Advertising and promotion regulatory professionals have since 2009 waited for the US Food and Drug Administration (FDA) to issue its much-discussed social media guidance on how the agency expects them to interact with stakeholders and the public on social media channels. And according to Thomas Abrams, director of FDA's Office of Prescription Drug Promotion (OPDP), industry will have to keep waiting.
Appearing on a panel of FDA advertising and promotion regulatory officials at the Food and Drug Law Institute's (FDLI) Advertising and Promotion Conference, Abrams said issuance of the guidance remains among OPDP's "highest priorities."
"I know everyone is interested in our progress and where we are with respect to that," Abrams said. The good news-or bad news, depending on when you hoped the guidance would be issued-is that OPDP is working to meet a new statutory requirement passed under the Food and Drug Administration Safety and Innovation Act (FDASIA) that called for the guidance to be issued within two years of the law's passage (Section 1121). That leaves guidance to be issued on or by July 2013, though it should be noted that FDA frequently misses statutory deadlines for issuing regulations and guidance.
And notably, while FDASIA calls for a date by which the guidance needs to be released, "It doesn't affect the scope or content of the issues we're working on and continue to work on," Abrams said. Other conference attendees noted the same distinction, saying that even once the guidance is released, it may still not address all of industry's questions.
Industry has raised a number of tricky regulatory questions with respect to the use-or even simply the awareness of-social media.
For example, can a company "like" or "favorite" a statement on social media without it being an implicit or explicit endorsement of that claim? What happens if a company is made aware of an adverse event via Twitter, but there isn't enough information to track down the original reporting entity? How does the notion of "fair balance" apply when a Tweet only has 140 characters with which to explain benefits and risk information? And what happens if participants in a clinical trial use social media to talk about their involvement in a clinical trial, unblinding the results? Do companies have a duty to report adverse events not reported to them, but rather found by a marketing partner on a page that is supposed to be private?

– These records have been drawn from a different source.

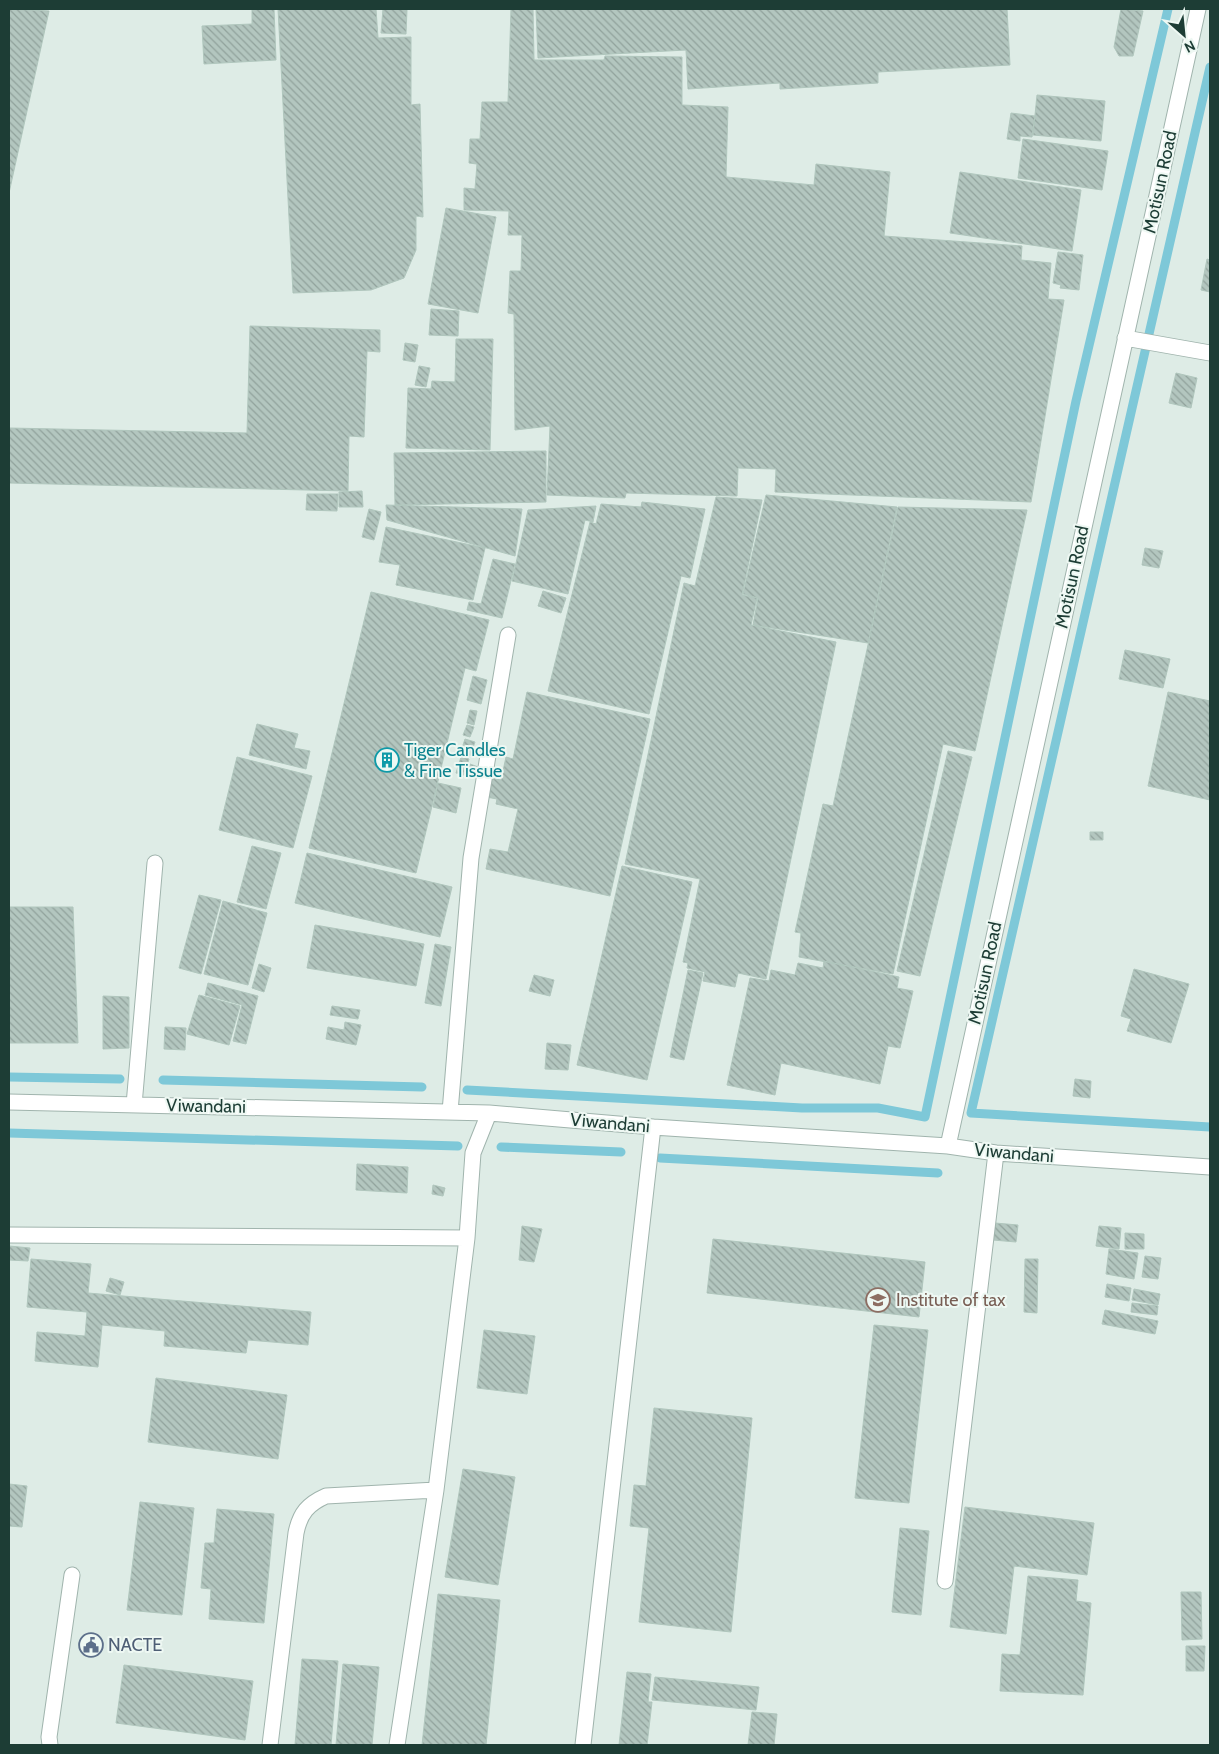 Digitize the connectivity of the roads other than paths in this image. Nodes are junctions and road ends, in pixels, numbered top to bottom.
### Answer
1 (1198, 9) edge
2 (1125, 338) junction
3 (1210, 353) edge
4 (508, 635) dead end
5 (155, 863) dead end
6 (9, 1102) edge
7 (134, 1105) junction
8 (450, 1112) junction
9 (489, 1112) junction
10 (653, 1127) junction
11 (948, 1146) junction
12 (996, 1153) junction
13 (1210, 1167) edge
14 (9, 1235) edge
15 (467, 1238) junction
16 (436, 1490) junction
17 (72, 1576) dead end
18 (945, 1581) dead end
19 (50, 1745) edge
20 (270, 1745) edge
21 (397, 1745) edge
22 (583, 1745) edge

1 - 2 street, Motisun Road
2 - 3 street
2 - 11 street, Motisun Road
4 - 8 street
5 - 7 street
6 - 7 street, Viwandani
7 - 8 street, Viwandani
8 - 9 street, Viwandani
9 - 10 street, Viwandani
9 - 15 street
10 - 11 street, Viwandani
10 - 22 street
11 - 12 street, Viwandani
12 - 13 street, Viwandani
12 - 18 street
14 - 15 street
15 - 16 street
16 - 20 street
16 - 21 street
17 - 19 street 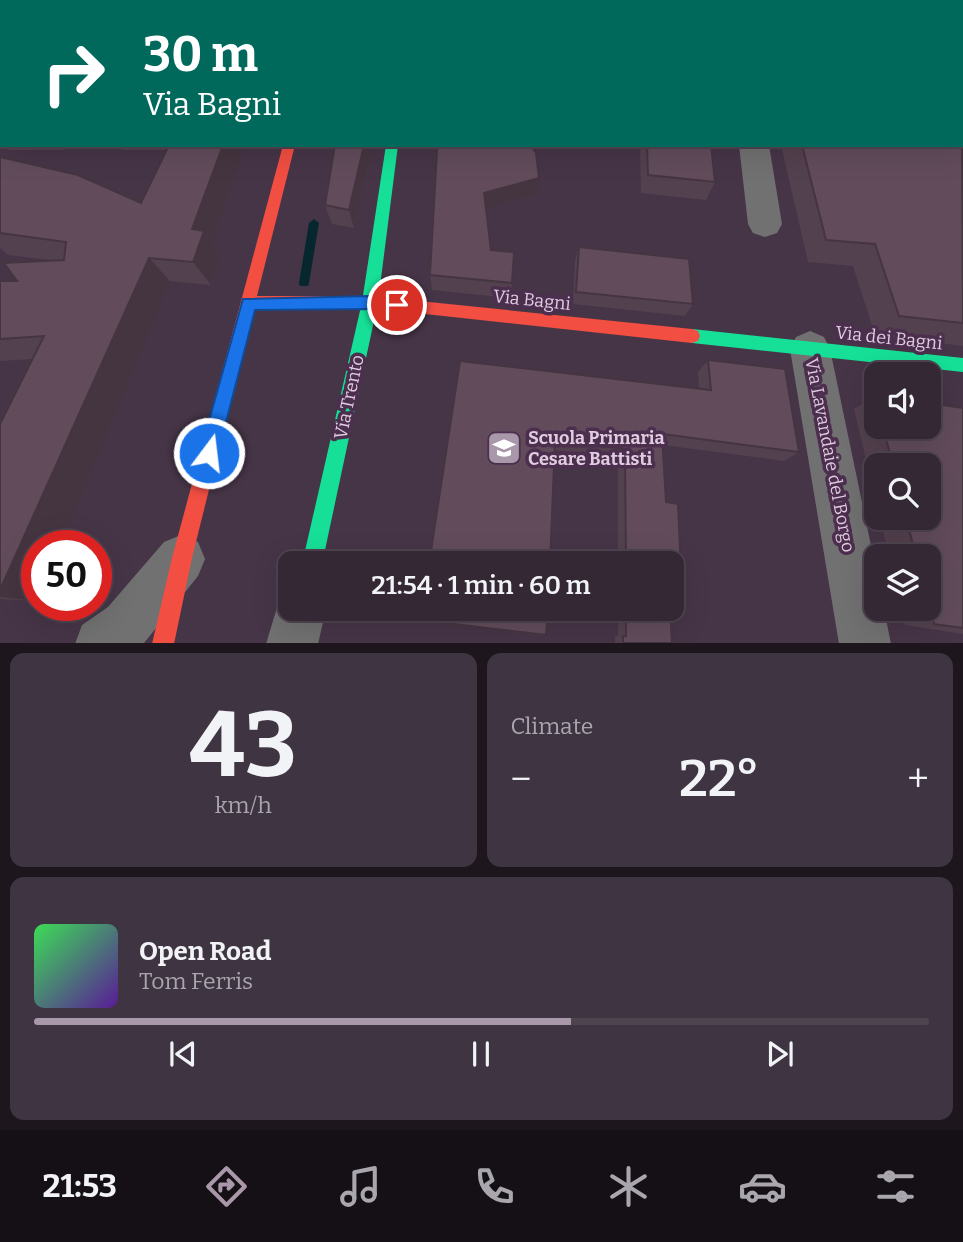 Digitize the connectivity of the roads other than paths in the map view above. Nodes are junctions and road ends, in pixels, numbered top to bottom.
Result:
1 (288, 147) edge
2 (392, 147) edge
3 (754, 147) edge
4 (765, 224) dead end
5 (370, 302) junction
6 (249, 303) junction
7 (810, 349) junction
8 (963, 365) edge
9 (315, 551) edge
10 (182, 558) junction
11 (297, 621) edge
12 (101, 643) edge
13 (163, 643) edge
14 (292, 643) edge
15 (865, 643) edge

1 - 6 street
2 - 5 street, Via Trento
3 - 4 street
5 - 6 street, Via Bagni
5 - 7 street, Via Bagni
5 - 9 street, Via Trento
6 - 10 street
7 - 8 street, Via dei Bagni
7 - 15 street, Via Lavandaie del Borgo
10 - 12 street
10 - 13 street
11 - 14 street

Abrams also noted the effects of budget sequestration on his office, saying his staff was grappling with "limited resources and [an] increased workload."
Despite this, "We're highly committed to producing guidance and having that guidance be well-vetted and high quality," Abrams said, adding later that he anticipates meeting the FDASIA date for releasing the guidance.
Abrams seemed to acknowledge the largely industry-dominated crowd's concern about the lengthy delays associated with the guidance, saying the agency is trying to develop something that is platform agnostic that will be useful over the long-term instead of being made irrelevant by new innovations.
When FDA began to hold formal meetings on the issuance of the social media guidance, some now-popular social media channels like Pinterest had not yet been created. Many pharmaceutical companies now use the service, as well as other more established ones like Twitter and Facebook. And the future is likely to bring other innovations and platform uses, as well. Perhaps some pharmaceutical company would want to use Snapchat-a photo sharing service that allows for photos to be deleted off the other person's device after a set amount of time-to promote products with an evolving risk profile so that they don't have to track down and delete older information.
At issue, however, is whether a platform-agnostic approach would include enough detail to account for some of the nuances inherent in the use of some social media platforms. For example, a sponsor tweet advertisement run by AstraZeneca in September 2013 was abruptly pulled after the tweets-disease awareness-included an automatic link preview that associated the disease with AstraZeneca's specific product. Even though the company had not explicitly chosen to link the two elements in the same space, the combination could potentially cause a violation under FDA standards for "fair balance" of risks and benefits relative to the indication for use.